Tender Evaluation – Commerce Decisions event highlights key issues
Peter Smith
I spoke recently at the Commerce Decisions (CD) “AWARD®” user group – AWARD® being their tender management and evaluation software. It’s designed to handle the biggest and most complex tendering situations, so it is no surprise that the UK Ministry of Defence are their biggest client. Other major users represented were the Highways Agency and the organisation that manages the schools’ building programme (Education Funding Agency).
But one interesting point was a number of much smaller spending organisations who also take advantage of AWARD® – mainly for the way it helps with process management and in providing clear audit trails around evaluation decisions. So the Northern Ireland Assembly have used it for some 40+ contracts, most of them below £1 million value.
Wendy Wates took over as MD earlier this year, having worked in the parent QinetiQ business for some years. She told the group that business is strong – by the beginning of next year there will be 35 staff, up from 25 at the beginning of 2013. Whilst the customer profile is heavily public sector, expansion is being driven by international opportunities, from Canada to Qatar and beyond.

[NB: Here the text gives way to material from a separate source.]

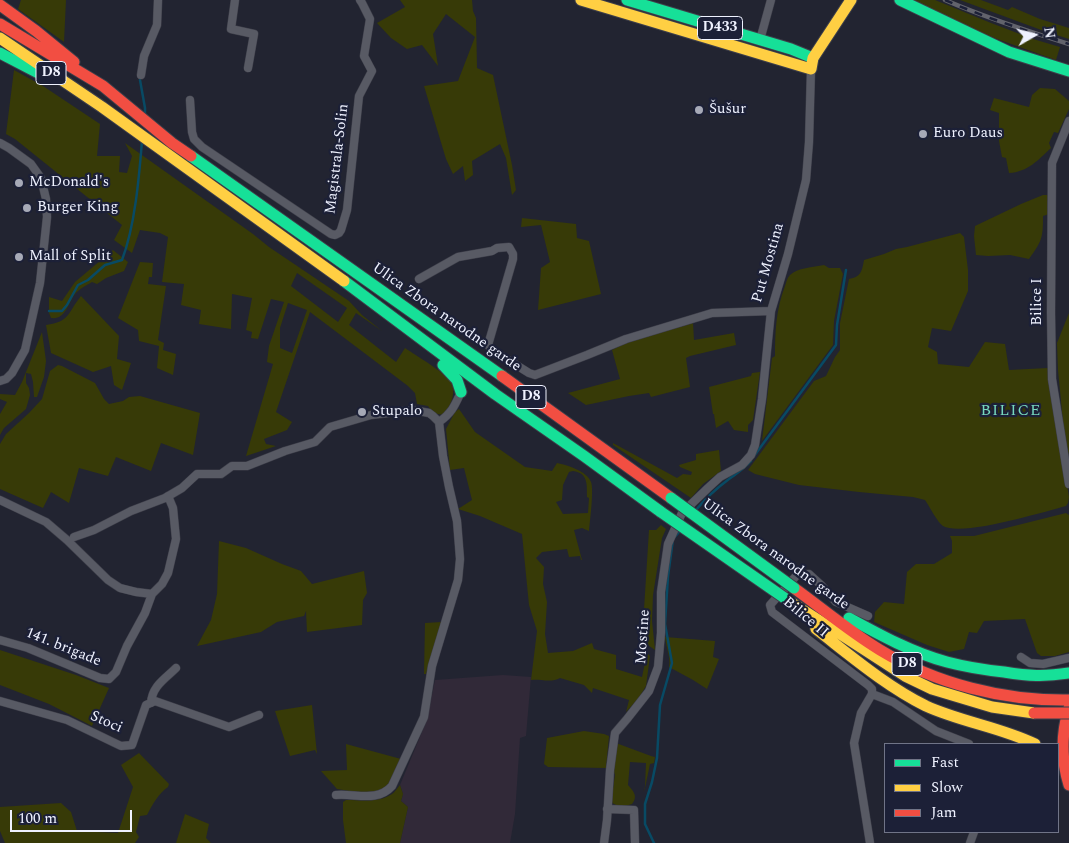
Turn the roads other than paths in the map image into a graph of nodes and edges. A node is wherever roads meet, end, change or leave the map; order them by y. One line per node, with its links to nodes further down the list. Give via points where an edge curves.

The issues of compliance and regulation make it obvious why the public sector is a big user but it strikes me that any large business who wants to bring rigour to large and possibly contentious procurement processes should consider AWARD®. It certainly makes it far easier to explain to unsuccessful bidders why they lost a particular procurement exercise, for instance, and as we get more sensitive to issues such as the Bribery Act, that may take CD into broader market sectors. But there’s little real competition in this niche, so their potential globally with governments is probably the main engine of growth for the immediate future.
A highlight of the day was Peter Marshall’s session explaining the CD approach to tender evaluation, which introduces the concept of “confidence in the supplier’s ability to deliver”. He argues that this is really what interests us in many cases, rather than excessive tick lists around “conformance to specification”.
Marshall – who leads the CD consulting team – and I share a real interest in the slightly geeky but nonetheless really important issue of tender evaluation processes generally. Issues such as weighting of criteria, how to score price, and that sort of thing. Marshall showed how a set of independent decisions made without clear thinking can lead to a situation where a horribly expensive bid can win the tender – and certainly in the public sector, it is too late then to say “we didn’t mean that to happen, can we evaluate again with a different process please”?
So understanding what you’re doing and modelling in advance what your evaluation approach really means in terms of these and similar issues is critical. We’re hoping to have a lot more on this whole topic of evaluation in the not too distant future, with input from both of us as we try and define some clear best (or at least good) practice!